Greg Hunt said that the priority of these first doses will go to frontline workers as part of the nations phase A1 rollout, including hotel quarantine workers, aged care residents and workers and frontline healthcare workers. 

As the Pfizer vaccine is distributed around the country and administered to those most vulnerable to coronavirus, the AstraZeneca vaccine is still awaiting approval from the TGA. Once approval has passed, 1.2 million doses will be sent to Australia and rolled out within the first six weeks of the program. 

In an interview with Today, CSIRO Health Director Rob Grenfell said that everything so far has been running to plan and that he expected the AstraZeneca vaccine to receive TGA approval sometime this week. 

“You can’t actually rush these things,” Dr Grenfell said.

“We have done something we have never done before and developed effective vaccines within a year. That’s been remarkable.
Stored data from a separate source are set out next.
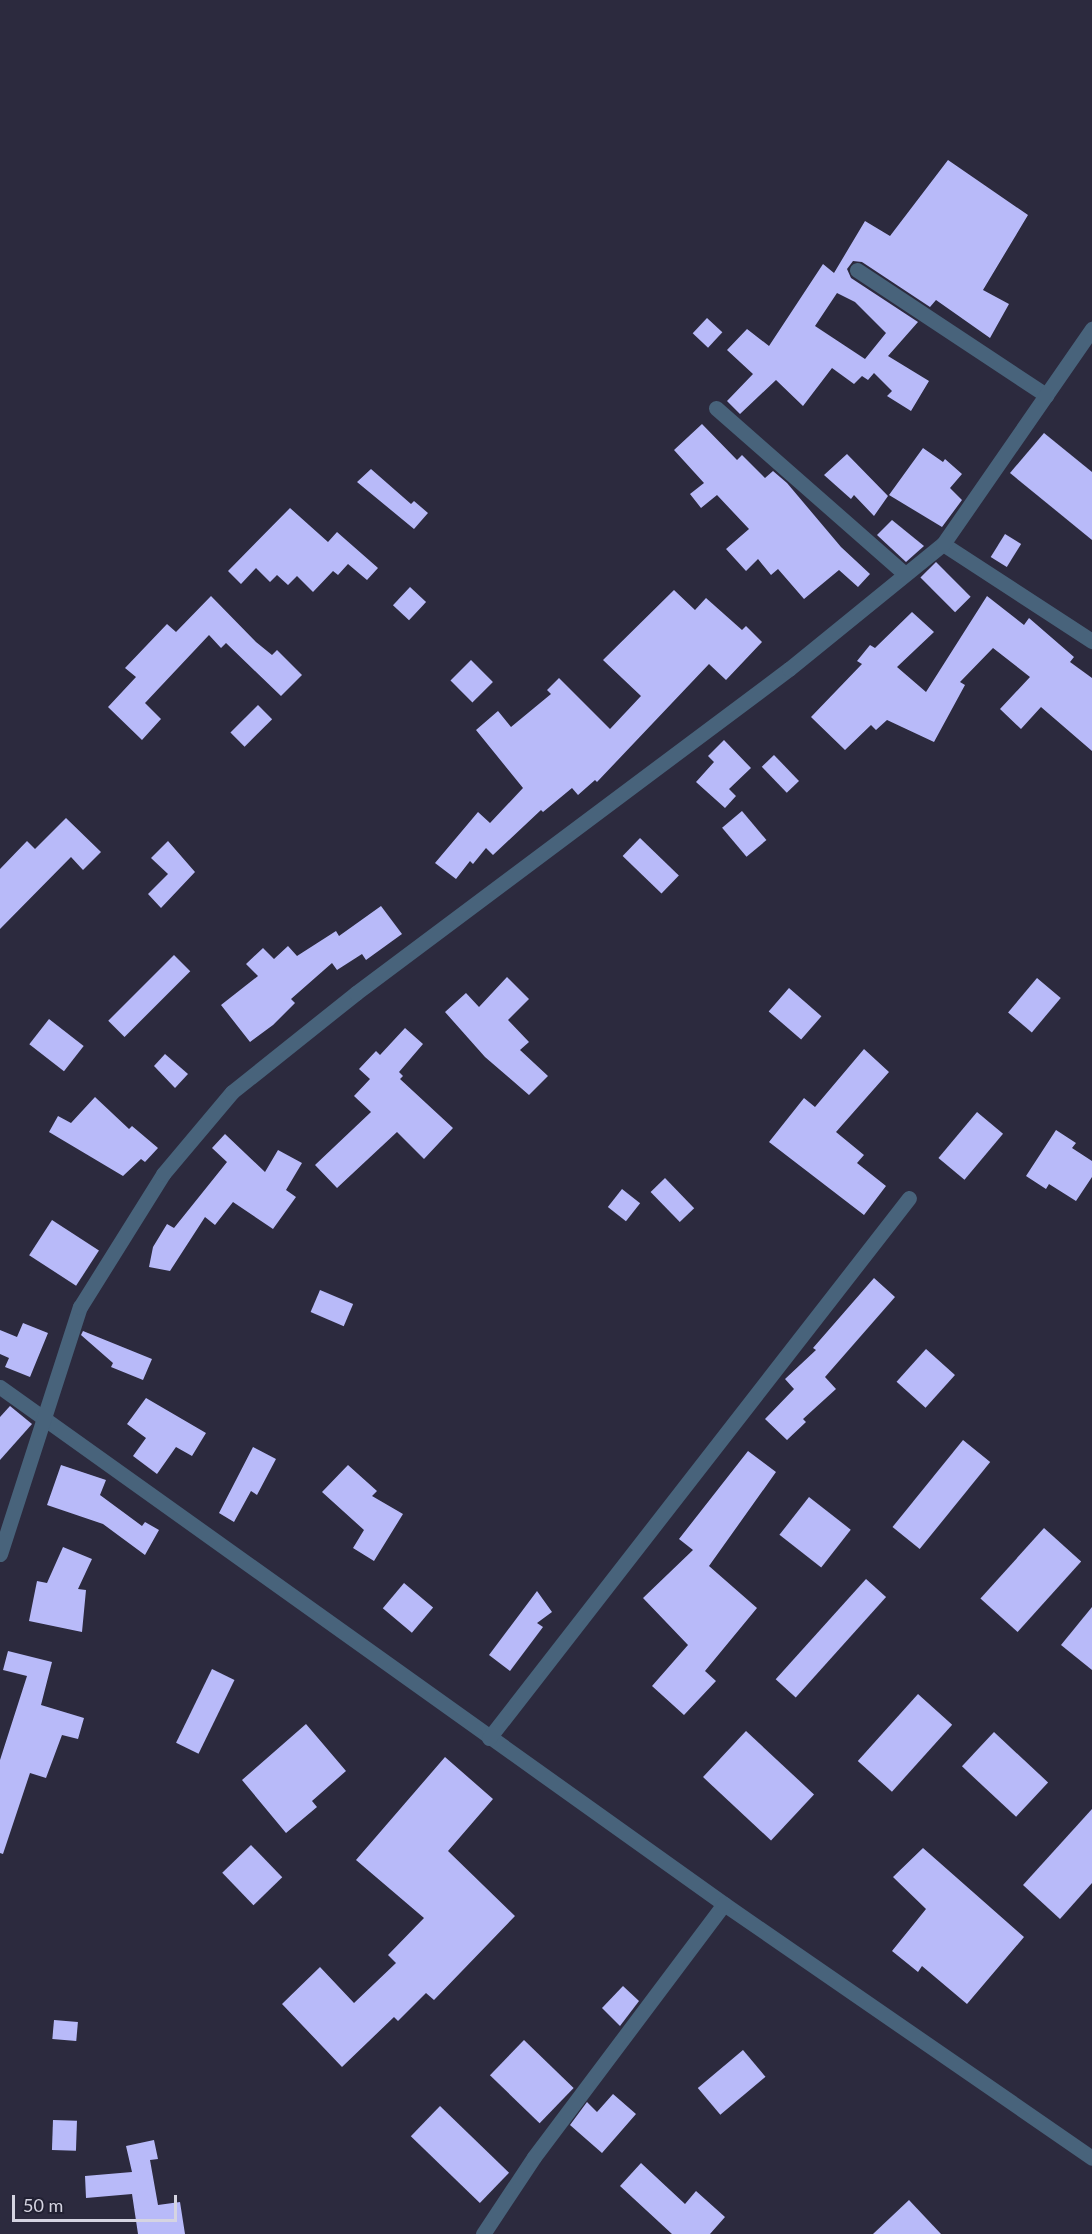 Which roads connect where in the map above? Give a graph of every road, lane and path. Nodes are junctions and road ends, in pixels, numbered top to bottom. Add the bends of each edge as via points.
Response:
1 (857, 270) dead end
2 (1092, 328) edge
3 (1046, 395) junction
4 (716, 408) dead end
5 (943, 544) junction
6 (903, 572) junction
7 (1092, 641) edge
8 (909, 1198) dead end
9 (0, 1387) edge
10 (44, 1419) junction
11 (0, 1554) edge
12 (489, 1738) junction
13 (724, 1904) junction
14 (1092, 2158) edge
15 (483, 2234) edge

1 - 3 street
2 - 3 street
3 - 5 street
4 - 6 street
5 - 6 street
5 - 7 street
6 - 10 street via 789,669 356,993 232,1092 163,1174 80,1307
8 - 12 street
9 - 10 street
10 - 11 street
10 - 12 street
12 - 13 street
13 - 14 street
13 - 15 street via 534,2157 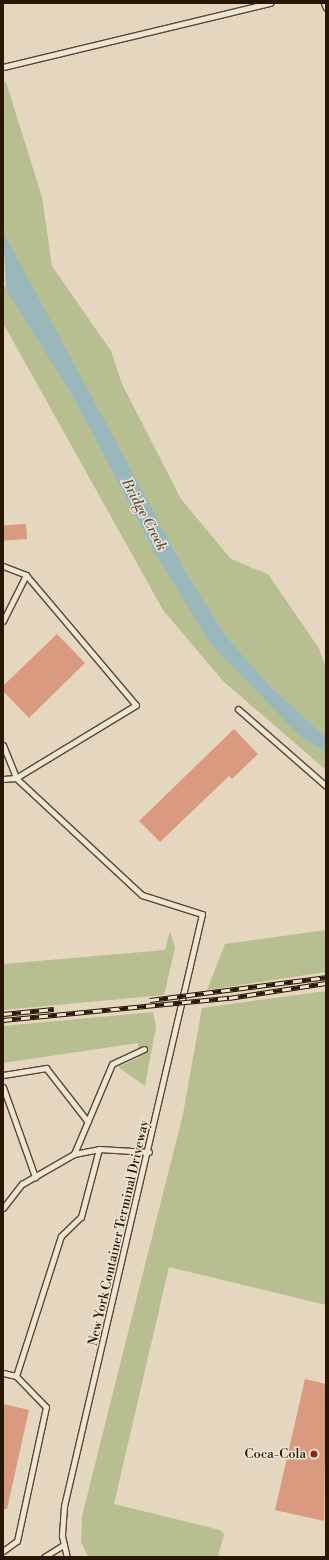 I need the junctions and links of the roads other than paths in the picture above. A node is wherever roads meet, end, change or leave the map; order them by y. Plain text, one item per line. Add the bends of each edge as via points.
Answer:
1 (270, 3) edge
2 (324, 3) edge
3 (326, 8) edge
4 (3, 67) edge
5 (3, 566) edge
6 (26, 575) junction
7 (3, 621) edge
8 (238, 709) dead end
9 (3, 745) edge
10 (16, 778) junction
11 (3, 779) edge
12 (326, 786) edge
13 (144, 1049) dead end
14 (3, 1075) edge
15 (3, 1087) edge
16 (88, 1122) junction
17 (99, 1149) junction
18 (149, 1152) junction
19 (74, 1154) junction
20 (35, 1177) junction
21 (4, 1206) edge
22 (3, 1374) edge
23 (16, 1376) junction
24 (63, 1545) junction
25 (3, 1551) edge
26 (44, 1557) edge
27 (67, 1557) edge

1 - 4 lane
2 - 3 lane
5 - 6 lane
6 - 7 lane
6 - 10 lane via 136,705
8 - 12 lane
9 - 10 lane
10 - 11 lane
10 - 18 lane, New York Container Terminal Driveway via 142,895 202,914
13 - 16 lane via 112,1064
14 - 16 lane via 46,1068
15 - 20 lane
16 - 19 lane
17 - 18 lane
17 - 19 lane
17 - 23 lane via 81,1217 60,1236
18 - 24 lane, New York Container Terminal Driveway via 64,1506
19 - 20 lane
20 - 21 lane via 22,1184
22 - 23 lane
23 - 25 lane via 46,1407 17,1541
24 - 26 lane
24 - 27 lane, New York Container Terminal Driveway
“The other part is that our TGA has been doing the job it is designed for, to make sure that they work and all Australians will be safe to get this, and then the third part is rolling these vaccines across to the whole population has never been done before, so the logistics of building this up has given us the chance to get to this strong stage, and hopefully it runs as smoothly as possible.”

During his press conference today, Minister Hunt provided a rough outline of the rollout plan in the initial stages. 

Stage One A: Elderly and disability care residents, carers and staff. Frontline healthcare workers and Border Force Workers. 

Stage One B: Australians aged over 80, followed by those over 70 and those who are immunocompromised. 

Stage Two: Over 60s and over 50s, Indigenous Australians. 

Stage Three: General population. 

Stage Four: Potential for vaccinations to be administered to children.